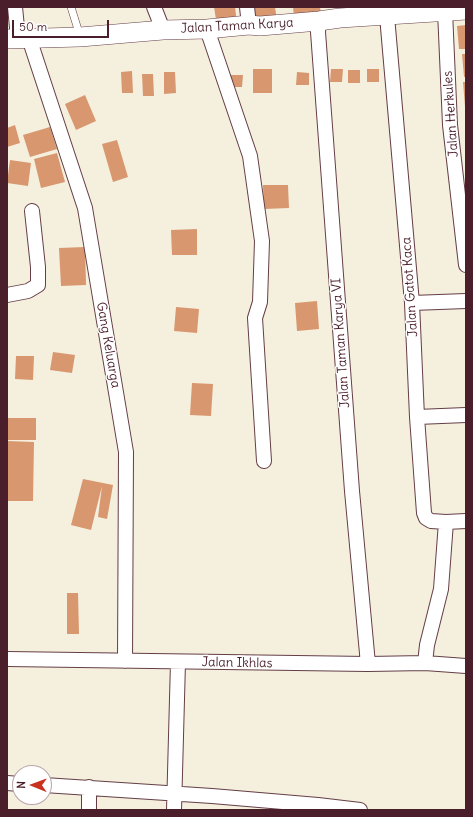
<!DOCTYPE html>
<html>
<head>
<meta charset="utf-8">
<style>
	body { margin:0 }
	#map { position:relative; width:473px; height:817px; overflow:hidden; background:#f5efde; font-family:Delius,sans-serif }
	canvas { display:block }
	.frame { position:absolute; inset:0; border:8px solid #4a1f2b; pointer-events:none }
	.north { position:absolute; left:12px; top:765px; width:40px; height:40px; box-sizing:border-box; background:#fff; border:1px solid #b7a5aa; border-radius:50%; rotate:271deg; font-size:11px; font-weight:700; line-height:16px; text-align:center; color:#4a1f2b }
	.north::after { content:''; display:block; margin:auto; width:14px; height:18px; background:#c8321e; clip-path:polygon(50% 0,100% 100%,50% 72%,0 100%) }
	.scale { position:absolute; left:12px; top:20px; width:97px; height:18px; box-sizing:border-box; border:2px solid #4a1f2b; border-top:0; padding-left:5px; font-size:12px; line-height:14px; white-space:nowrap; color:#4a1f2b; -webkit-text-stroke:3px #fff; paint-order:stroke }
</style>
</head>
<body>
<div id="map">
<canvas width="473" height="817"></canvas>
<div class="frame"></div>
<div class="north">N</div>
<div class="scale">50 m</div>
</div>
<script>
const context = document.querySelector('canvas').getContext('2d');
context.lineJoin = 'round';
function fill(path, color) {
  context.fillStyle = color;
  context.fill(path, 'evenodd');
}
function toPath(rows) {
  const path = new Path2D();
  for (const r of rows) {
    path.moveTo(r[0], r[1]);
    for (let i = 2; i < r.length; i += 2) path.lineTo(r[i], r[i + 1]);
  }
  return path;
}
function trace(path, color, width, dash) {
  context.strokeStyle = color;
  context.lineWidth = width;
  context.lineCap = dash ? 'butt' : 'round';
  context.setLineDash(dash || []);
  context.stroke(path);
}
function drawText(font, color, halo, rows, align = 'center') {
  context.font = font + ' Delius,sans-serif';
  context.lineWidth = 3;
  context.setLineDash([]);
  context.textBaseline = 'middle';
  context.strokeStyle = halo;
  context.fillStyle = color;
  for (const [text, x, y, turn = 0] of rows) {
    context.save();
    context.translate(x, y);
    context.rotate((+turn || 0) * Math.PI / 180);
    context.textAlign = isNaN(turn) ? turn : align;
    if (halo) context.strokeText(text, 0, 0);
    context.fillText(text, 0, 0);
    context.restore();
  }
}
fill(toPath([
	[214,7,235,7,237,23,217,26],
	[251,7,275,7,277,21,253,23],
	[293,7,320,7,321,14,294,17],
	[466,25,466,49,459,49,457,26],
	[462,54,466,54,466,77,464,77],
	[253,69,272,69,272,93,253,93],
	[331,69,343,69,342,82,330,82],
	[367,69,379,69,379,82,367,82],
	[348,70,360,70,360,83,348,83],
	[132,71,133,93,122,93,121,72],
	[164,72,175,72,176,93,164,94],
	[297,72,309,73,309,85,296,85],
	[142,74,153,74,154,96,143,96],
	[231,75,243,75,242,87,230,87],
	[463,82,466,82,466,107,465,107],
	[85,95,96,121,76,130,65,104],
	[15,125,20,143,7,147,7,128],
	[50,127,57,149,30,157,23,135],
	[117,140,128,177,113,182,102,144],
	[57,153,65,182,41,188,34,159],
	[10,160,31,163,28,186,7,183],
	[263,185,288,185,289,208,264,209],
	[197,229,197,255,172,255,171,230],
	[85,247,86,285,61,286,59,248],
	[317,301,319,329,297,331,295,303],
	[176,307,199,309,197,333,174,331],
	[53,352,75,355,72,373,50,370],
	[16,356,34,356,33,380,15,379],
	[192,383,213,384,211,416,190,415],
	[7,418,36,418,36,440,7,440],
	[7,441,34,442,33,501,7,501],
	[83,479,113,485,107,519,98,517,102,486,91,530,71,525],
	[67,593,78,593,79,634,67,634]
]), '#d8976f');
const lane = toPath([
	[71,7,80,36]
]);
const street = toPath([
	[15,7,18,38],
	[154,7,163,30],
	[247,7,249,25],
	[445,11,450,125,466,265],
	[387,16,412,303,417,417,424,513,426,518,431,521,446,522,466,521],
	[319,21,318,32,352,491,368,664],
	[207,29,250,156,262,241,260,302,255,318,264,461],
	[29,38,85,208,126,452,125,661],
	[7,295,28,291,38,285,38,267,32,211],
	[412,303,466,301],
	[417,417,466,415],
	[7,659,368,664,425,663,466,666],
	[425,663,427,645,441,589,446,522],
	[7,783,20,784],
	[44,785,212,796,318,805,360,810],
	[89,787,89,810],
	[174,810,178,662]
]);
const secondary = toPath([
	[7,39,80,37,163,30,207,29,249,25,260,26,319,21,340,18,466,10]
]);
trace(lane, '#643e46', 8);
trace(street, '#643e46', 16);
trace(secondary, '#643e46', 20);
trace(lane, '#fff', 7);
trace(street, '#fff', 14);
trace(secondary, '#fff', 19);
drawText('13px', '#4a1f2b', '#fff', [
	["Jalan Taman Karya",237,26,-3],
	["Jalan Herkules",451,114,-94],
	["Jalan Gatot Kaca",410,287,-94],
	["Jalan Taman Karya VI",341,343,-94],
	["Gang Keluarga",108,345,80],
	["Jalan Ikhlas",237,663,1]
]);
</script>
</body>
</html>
---
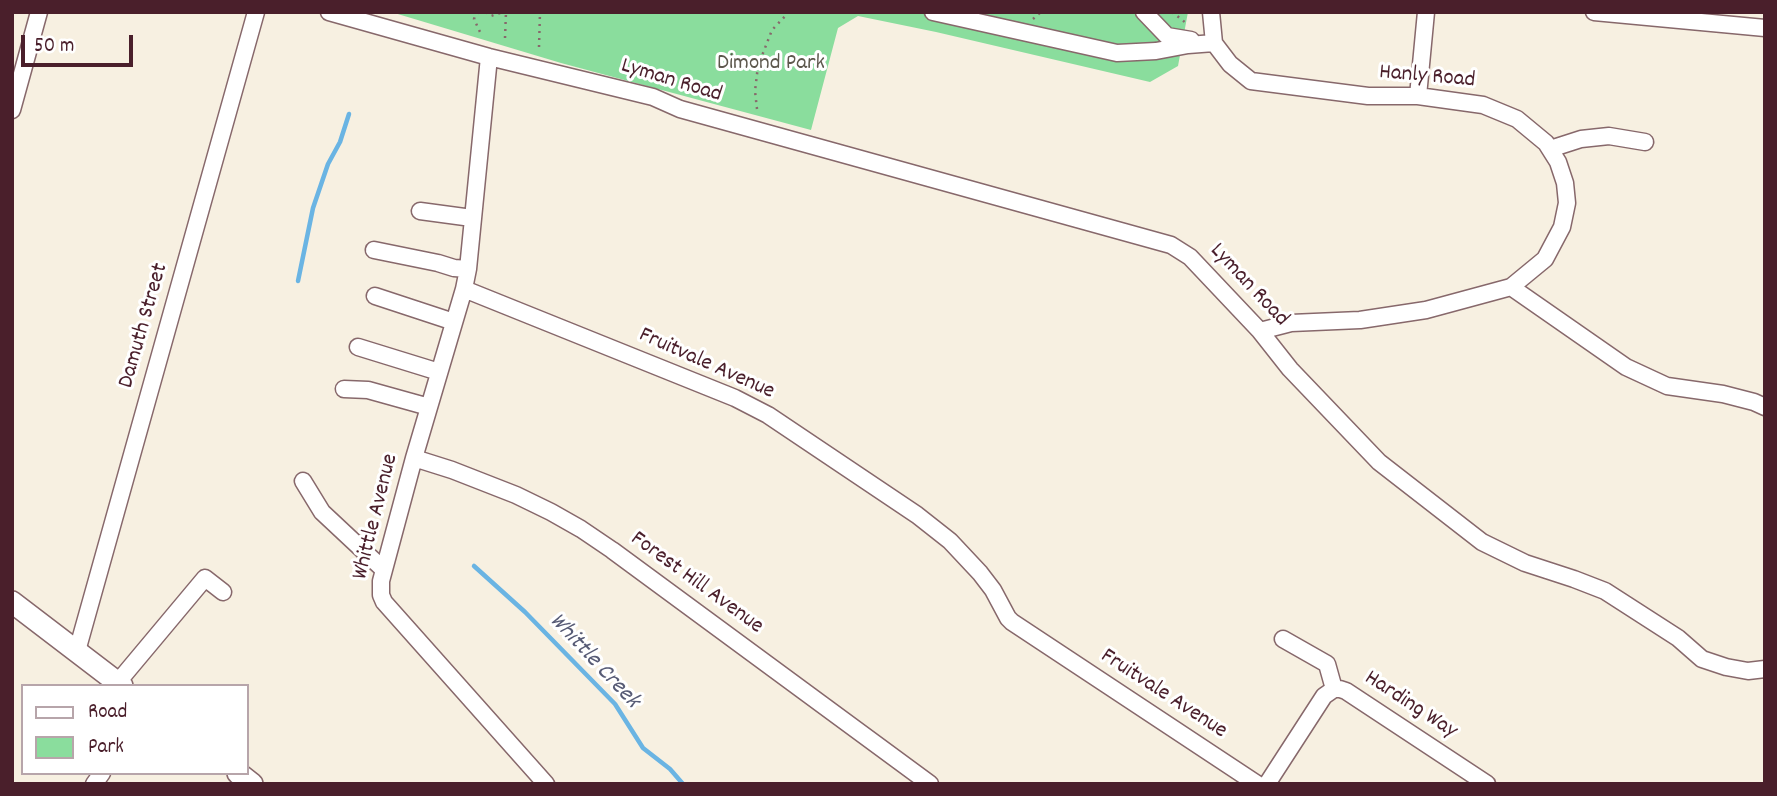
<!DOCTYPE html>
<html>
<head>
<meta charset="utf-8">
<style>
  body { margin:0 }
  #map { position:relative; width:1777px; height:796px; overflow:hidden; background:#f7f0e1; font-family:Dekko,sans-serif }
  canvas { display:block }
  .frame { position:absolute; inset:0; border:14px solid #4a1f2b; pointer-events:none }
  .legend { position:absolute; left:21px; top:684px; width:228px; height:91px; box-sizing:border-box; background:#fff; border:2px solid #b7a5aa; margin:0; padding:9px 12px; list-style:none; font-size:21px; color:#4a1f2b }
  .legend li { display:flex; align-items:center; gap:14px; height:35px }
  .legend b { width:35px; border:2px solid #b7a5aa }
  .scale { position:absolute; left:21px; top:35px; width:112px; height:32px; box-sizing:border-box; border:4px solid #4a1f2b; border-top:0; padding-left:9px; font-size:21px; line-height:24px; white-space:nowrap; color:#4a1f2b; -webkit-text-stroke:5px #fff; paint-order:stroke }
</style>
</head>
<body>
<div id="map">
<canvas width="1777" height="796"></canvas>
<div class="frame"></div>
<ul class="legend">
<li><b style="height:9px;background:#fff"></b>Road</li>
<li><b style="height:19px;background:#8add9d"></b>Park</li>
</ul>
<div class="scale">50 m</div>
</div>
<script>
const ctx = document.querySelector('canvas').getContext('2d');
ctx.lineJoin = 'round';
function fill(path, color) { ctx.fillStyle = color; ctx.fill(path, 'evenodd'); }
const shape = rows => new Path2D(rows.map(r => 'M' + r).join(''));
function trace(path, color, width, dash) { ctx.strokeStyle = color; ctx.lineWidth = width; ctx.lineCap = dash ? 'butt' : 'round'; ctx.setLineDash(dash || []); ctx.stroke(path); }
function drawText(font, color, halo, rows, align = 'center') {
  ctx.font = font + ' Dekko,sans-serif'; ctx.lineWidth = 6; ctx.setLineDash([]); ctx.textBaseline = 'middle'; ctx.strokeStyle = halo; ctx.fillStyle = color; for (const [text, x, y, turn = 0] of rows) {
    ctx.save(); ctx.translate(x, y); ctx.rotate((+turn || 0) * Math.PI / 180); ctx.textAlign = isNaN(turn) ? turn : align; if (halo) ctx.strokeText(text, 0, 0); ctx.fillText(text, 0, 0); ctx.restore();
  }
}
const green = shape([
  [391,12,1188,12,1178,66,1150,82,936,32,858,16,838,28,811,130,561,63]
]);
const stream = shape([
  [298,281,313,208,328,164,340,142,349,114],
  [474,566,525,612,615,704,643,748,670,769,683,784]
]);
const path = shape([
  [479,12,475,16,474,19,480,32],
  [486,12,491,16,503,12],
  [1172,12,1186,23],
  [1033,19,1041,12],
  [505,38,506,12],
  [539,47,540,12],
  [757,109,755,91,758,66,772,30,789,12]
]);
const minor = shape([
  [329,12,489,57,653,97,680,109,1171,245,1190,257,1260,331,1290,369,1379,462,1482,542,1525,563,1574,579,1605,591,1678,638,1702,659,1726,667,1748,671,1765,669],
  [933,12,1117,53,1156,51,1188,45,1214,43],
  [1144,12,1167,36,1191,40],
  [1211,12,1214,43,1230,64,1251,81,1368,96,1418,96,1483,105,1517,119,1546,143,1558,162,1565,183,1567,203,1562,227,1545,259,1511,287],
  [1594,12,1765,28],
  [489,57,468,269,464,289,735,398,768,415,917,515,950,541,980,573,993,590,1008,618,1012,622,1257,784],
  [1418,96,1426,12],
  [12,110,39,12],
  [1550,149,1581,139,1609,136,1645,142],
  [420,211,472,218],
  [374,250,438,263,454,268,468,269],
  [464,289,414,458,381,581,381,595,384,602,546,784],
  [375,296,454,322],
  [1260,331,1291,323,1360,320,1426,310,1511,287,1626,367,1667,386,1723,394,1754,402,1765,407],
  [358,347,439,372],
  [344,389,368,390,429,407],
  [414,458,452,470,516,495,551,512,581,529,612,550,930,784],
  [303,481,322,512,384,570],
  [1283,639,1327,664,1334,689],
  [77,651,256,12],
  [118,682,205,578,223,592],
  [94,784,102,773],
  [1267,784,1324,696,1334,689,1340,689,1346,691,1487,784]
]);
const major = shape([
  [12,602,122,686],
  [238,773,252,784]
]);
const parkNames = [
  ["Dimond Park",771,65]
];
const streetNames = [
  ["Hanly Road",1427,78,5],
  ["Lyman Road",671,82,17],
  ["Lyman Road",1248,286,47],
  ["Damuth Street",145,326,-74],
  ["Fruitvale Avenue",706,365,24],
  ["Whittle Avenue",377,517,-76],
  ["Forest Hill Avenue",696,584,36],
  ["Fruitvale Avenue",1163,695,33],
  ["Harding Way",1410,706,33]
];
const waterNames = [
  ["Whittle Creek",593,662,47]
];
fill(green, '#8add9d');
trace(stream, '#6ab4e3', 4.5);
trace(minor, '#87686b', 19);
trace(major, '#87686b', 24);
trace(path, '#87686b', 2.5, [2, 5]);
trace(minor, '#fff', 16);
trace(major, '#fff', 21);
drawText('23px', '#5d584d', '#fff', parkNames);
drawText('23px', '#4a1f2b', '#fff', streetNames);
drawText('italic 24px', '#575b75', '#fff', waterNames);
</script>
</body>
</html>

→ **EXERCISE AIM**
Report only how many lines of the listing hold the word "function".

→ **RESULT OF THIS TASK**
7